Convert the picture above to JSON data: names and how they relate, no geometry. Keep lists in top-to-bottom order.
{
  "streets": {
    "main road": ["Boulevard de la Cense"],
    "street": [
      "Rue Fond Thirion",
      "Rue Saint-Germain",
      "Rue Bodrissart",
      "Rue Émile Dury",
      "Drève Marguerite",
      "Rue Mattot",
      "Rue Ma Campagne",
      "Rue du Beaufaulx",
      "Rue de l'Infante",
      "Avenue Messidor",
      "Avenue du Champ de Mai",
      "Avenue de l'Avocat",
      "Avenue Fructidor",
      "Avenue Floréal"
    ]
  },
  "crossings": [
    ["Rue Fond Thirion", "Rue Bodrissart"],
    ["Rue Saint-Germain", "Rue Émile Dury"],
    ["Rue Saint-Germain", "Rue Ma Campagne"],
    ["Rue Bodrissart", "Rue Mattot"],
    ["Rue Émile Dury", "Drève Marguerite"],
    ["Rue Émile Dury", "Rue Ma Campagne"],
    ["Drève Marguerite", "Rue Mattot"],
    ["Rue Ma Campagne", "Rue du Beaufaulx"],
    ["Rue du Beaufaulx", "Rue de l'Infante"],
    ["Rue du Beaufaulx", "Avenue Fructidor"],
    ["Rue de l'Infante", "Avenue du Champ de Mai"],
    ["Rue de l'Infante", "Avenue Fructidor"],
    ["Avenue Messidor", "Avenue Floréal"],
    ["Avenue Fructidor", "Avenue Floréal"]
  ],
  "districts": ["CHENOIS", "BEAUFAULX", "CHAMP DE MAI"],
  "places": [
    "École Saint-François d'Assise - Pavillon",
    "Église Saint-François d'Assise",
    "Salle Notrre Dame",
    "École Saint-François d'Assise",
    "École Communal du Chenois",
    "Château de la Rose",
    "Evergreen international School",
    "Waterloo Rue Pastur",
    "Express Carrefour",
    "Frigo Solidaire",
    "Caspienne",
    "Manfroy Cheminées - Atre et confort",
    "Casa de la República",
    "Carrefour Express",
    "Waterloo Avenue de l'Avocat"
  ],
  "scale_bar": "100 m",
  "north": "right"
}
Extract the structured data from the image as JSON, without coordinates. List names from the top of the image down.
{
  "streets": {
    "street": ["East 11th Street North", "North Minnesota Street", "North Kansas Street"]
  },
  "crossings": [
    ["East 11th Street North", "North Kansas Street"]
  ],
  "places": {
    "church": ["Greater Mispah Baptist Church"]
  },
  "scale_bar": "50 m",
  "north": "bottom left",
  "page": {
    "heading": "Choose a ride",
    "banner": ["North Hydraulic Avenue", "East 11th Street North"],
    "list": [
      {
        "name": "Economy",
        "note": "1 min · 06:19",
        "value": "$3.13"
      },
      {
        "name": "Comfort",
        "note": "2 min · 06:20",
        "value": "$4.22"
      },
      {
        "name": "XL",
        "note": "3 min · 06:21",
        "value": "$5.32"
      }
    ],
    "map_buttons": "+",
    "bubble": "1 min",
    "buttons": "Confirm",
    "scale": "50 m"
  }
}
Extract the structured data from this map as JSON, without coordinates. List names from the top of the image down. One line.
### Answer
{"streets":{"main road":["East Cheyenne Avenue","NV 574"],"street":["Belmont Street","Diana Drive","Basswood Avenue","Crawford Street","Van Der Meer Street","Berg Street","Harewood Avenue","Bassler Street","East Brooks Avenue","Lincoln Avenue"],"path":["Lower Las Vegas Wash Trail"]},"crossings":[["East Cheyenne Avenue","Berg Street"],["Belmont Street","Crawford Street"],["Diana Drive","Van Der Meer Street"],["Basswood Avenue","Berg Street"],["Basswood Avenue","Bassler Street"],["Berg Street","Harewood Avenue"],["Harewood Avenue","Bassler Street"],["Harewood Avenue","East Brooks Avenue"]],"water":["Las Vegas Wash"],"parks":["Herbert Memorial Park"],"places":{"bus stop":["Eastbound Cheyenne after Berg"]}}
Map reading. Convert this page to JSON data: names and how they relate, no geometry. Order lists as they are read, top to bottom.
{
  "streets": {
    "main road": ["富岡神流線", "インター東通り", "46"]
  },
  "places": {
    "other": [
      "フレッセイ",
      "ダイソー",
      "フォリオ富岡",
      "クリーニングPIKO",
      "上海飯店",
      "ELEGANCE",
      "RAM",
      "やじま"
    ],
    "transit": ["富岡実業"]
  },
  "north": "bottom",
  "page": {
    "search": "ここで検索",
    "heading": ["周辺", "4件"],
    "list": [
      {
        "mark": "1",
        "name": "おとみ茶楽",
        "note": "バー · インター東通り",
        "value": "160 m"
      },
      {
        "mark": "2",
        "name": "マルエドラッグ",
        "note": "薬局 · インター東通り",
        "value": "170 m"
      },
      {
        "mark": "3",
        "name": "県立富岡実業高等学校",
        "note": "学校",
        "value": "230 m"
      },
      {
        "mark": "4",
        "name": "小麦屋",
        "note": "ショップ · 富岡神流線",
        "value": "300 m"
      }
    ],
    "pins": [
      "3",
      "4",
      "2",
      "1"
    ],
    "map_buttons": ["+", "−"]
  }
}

◆ ◆ ◆

▶ WORK TASK: Print all of the entries exactly as they are written.

▶ TASK RESULT:
Convert the picture above to JSON data: names and how they relate, no geometry. Keep lists in top-to-bottom order.
{
  "streets": {
    "main road": ["Boulevard de la Cense"],
    "street": [
      "Rue Fond Thirion",
      "Rue Saint-Germain",
      "Rue Bodrissart",
      "Rue Émile Dury",
      "Drève Marguerite",
      "Rue Mattot",
      "Rue Ma Campagne",
      "Rue du Beaufaulx",
      "Rue de l'Infante",
      "Avenue Messidor",
      "Avenue du Champ de Mai",
      "Avenue de l'Avocat",
      "Avenue Fructidor",
      "Avenue Floréal"
    ]
  },
  "crossings": [
    ["Rue Fond Thirion", "Rue Bodrissart"],
    ["Rue Saint-Germain", "Rue Émile Dury"],
    ["Rue Saint-Germain", "Rue Ma Campagne"],
    ["Rue Bodrissart", "Rue Mattot"],
    ["Rue Émile Dury", "Drève Marguerite"],
    ["Rue Émile Dury", "Rue Ma Campagne"],
    ["Drève Marguerite", "Rue Mattot"],
    ["Rue Ma Campagne", "Rue du Beaufaulx"],
    ["Rue du Beaufaulx", "Rue de l'Infante"],
    ["Rue du Beaufaulx", "Avenue Fructidor"],
    ["Rue de l'Infante", "Avenue du Champ de Mai"],
    ["Rue de l'Infante", "Avenue Fructidor"],
    ["Avenue Messidor", "Avenue Floréal"],
    ["Avenue Fructidor", "Avenue Floréal"]
  ],
  "districts": ["CHENOIS", "BEAUFAULX", "CHAMP DE MAI"],
  "places": [
    "École Saint-François d'Assise - Pavillon",
    "Église Saint-François d'Assise",
    "Salle Notrre Dame",
    "École Saint-François d'Assise",
    "École Communal du Chenois",
    "Château de la Rose",
    "Evergreen international School",
    "Waterloo Rue Pastur",
    "Express Carrefour",
    "Frigo Solidaire",
    "Caspienne",
    "Manfroy Cheminées - Atre et confort",
    "Casa de la República",
    "Carrefour Express",
    "Waterloo Avenue de l'Avocat"
  ],
  "scale_bar": "100 m",
  "north": "right"
}
Extract the structured data from the image as JSON, without coordinates. List names from the top of the image down.
{
  "streets": {
    "street": ["East 11th Street North", "North Minnesota Street", "North Kansas Street"]
  },
  "crossings": [
    ["East 11th Street North", "North Kansas Street"]
  ],
  "places": {
    "church": ["Greater Mispah Baptist Church"]
  },
  "scale_bar": "50 m",
  "north": "bottom left",
  "page": {
    "heading": "Choose a ride",
    "banner": ["North Hydraulic Avenue", "East 11th Street North"],
    "list": [
      {
        "name": "Economy",
        "note": "1 min · 06:19",
        "value": "$3.13"
      },
      {
        "name": "Comfort",
        "note": "2 min · 06:20",
        "value": "$4.22"
      },
      {
        "name": "XL",
        "note": "3 min · 06:21",
        "value": "$5.32"
      }
    ],
    "map_buttons": "+",
    "bubble": "1 min",
    "buttons": "Confirm",
    "scale": "50 m"
  }
}
Extract the structured data from this map as JSON, without coordinates. List names from the top of the image down. One line.
### Answer
{"streets":{"main road":["East Cheyenne Avenue","NV 574"],"street":["Belmont Street","Diana Drive","Basswood Avenue","Crawford Street","Van Der Meer Street","Berg Street","Harewood Avenue","Bassler Street","East Brooks Avenue","Lincoln Avenue"],"path":["Lower Las Vegas Wash Trail"]},"crossings":[["East Cheyenne Avenue","Berg Street"],["Belmont Street","Crawford Street"],["Diana Drive","Van Der Meer Street"],["Basswood Avenue","Berg Street"],["Basswood Avenue","Bassler Street"],["Berg Street","Harewood Avenue"],["Harewood Avenue","Bassler Street"],["Harewood Avenue","East Brooks Avenue"]],"water":["Las Vegas Wash"],"parks":["Herbert Memorial Park"],"places":{"bus stop":["Eastbound Cheyenne after Berg"]}}
Map reading. Convert this page to JSON data: names and how they relate, no geometry. Order lists as they are read, top to bottom.
{
  "streets": {
    "main road": ["富岡神流線", "インター東通り", "46"]
  },
  "places": {
    "other": [
      "フレッセイ",
      "ダイソー",
      "フォリオ富岡",
      "クリーニングPIKO",
      "上海飯店",
      "ELEGANCE",
      "RAM",
      "やじま"
    ],
    "transit": ["富岡実業"]
  },
  "north": "bottom",
  "page": {
    "search": "ここで検索",
    "heading": ["周辺", "4件"],
    "list": [
      {
        "mark": "1",
        "name": "おとみ茶楽",
        "note": "バー · インター東通り",
        "value": "160 m"
      },
      {
        "mark": "2",
        "name": "マルエドラッグ",
        "note": "薬局 · インター東通り",
        "value": "170 m"
      },
      {
        "mark": "3",
        "name": "県立富岡実業高等学校",
        "note": "学校",
        "value": "230 m"
      },
      {
        "mark": "4",
        "name": "小麦屋",
        "note": "ショップ · 富岡神流線",
        "value": "300 m"
      }
    ],
    "pins": [
      "3",
      "4",
      "2",
      "1"
    ],
    "map_buttons": ["+", "−"]
  }
}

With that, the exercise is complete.